Ditaman kampus mungkin lebih baik. Udara disana terasa lebih segar dibanding kantin yang sangat pengap dan sesak karena ramainya mahasiswa yang berada disana.

Davin duduk disebuah kursi taman yang bercorak jepara, dibawah pohon yang teduh. Angin-angin disiang hari juga menghembus menyentuh telinganya lembut.

"Tidak apa-apa," Ucap pria itu pelan menenangkan dirinya. Tanpa sadar dia mengeluarkan air matanya tanpa sebab. Ini pasti karena efek obat semalam. Pikirnya. Dr. Kevin juga mengatakan akan seperti itu, tapi tidak apa-apa. Itu karena obat yang dikonsumsinya sedang bekerja, jika rutin meminumnya ia akan merasa lebih baik.

Setelah keadaannya benar-benar membaik, ia memakan makan siangnya tanpa memikirkan apapun.
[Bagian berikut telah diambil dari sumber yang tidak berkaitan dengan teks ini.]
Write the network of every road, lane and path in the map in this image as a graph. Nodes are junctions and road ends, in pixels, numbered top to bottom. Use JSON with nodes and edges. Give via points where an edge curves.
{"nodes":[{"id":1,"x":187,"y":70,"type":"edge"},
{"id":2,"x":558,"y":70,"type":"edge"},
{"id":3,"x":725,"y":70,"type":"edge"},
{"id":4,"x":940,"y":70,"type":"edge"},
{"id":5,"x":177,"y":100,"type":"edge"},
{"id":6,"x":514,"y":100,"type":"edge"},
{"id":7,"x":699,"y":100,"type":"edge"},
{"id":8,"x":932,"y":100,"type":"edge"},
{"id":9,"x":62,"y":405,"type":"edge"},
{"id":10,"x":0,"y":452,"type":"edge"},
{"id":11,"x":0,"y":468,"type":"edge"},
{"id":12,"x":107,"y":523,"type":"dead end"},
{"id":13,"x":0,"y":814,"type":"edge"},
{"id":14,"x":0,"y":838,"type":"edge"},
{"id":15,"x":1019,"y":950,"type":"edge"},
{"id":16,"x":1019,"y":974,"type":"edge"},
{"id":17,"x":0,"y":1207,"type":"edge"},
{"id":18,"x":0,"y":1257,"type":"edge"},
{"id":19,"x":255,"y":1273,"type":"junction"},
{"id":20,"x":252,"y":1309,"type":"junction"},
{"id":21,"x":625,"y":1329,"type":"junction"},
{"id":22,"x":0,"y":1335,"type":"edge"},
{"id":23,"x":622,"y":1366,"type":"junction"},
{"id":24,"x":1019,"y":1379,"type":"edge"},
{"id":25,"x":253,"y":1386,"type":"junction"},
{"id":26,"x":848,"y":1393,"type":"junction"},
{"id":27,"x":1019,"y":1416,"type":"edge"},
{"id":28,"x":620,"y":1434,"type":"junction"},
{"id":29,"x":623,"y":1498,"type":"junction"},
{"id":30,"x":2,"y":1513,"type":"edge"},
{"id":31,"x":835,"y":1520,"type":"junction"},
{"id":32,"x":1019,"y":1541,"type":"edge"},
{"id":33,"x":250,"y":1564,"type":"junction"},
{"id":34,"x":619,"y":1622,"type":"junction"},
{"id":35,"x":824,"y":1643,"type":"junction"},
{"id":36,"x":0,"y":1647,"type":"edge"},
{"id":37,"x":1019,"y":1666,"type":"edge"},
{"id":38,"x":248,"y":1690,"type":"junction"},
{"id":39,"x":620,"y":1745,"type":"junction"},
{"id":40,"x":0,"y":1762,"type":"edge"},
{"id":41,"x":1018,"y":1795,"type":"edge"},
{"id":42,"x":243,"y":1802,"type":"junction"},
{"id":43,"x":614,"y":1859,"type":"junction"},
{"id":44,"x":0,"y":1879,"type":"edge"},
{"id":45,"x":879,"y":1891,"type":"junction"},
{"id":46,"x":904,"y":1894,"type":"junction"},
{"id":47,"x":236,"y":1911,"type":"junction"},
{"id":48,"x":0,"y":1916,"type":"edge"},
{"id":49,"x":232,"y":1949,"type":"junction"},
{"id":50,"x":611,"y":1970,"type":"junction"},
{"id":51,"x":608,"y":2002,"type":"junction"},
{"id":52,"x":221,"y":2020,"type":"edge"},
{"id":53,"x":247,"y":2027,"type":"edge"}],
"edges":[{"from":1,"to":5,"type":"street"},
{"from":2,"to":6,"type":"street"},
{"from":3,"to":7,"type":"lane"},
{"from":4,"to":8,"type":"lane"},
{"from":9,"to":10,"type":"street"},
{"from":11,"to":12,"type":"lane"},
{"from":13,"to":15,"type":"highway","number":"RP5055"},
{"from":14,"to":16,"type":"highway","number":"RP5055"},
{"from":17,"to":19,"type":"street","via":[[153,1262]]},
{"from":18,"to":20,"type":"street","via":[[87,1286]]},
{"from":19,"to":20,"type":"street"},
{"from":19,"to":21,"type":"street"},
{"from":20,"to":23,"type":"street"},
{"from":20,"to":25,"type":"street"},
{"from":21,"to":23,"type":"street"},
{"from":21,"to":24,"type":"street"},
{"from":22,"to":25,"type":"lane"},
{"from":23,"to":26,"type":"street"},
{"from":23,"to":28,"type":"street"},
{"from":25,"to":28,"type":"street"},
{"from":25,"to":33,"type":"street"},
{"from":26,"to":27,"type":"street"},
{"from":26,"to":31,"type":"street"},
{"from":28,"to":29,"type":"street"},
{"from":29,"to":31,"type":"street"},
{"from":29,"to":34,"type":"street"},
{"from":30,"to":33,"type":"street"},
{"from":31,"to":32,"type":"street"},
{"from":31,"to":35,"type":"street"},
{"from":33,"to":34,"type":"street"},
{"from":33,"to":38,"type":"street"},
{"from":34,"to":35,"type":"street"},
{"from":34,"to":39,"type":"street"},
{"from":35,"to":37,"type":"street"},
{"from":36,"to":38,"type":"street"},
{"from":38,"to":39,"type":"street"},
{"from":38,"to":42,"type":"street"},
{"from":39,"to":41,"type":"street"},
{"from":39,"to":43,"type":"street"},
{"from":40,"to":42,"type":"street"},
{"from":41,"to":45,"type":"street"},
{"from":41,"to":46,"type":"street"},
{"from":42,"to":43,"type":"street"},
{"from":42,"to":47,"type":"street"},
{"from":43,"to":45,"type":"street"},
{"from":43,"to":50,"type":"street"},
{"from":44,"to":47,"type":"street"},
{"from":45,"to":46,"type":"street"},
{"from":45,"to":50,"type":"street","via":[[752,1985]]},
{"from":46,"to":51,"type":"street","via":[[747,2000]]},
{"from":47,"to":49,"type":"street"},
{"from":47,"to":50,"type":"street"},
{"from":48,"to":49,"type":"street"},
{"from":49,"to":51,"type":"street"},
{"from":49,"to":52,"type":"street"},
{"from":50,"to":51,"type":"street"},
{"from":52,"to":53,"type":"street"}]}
Pikirannya malah muncul tentang kenapa ia harus terus hidup didunia ini dengan keadaan seperti itu?

Ia berhenti mengunyah saat pertanyaan itu terlintas dikepalanya. Seketika ia kehilangan selera makannya. Davin mendongakan kepalanya kelangit, melihat sebuah pesawat yang terlihat begitu kecil terbang melintas diatas kepalanya.

****

Jam menunjukan pukul 13 : 00 PM, seorang laki-laki berkulit putih berjalan diatas trotoar pinggir jalan raya. Matanya terfokus pada kedua kakinya yang melangkah bergesekan dengan beton itu.

Hari ini adalah harinya bekerja ditempatnya biasa. Ia berniat akan kesana lebih awal. Ia bingung kenapa Alex tidak mengabarinya hari ini.

Langkahnya terus bergesekan dengan trotoal, mempercepar langkahnya, sampai akhirnya tiba ditempat berbau Italia yang sudah sangat akrab dimatanya.

Pria itu segera masuk kedalam, ia bertemu dengan bosnya, Mrs. Ryana yang sedang melayani konsumen. Tapi ia baru menyadari kalau sosok Alex tidak ada disana.

"Bos, Dimana Alex? Apa dia tidak masuk kerja hari ini?" Tanya Davin pada wanita berambut ikal. Pandangannya belum teralihkan pada lelaki yang berada tak jauh dari tempatnya melayani pesanan.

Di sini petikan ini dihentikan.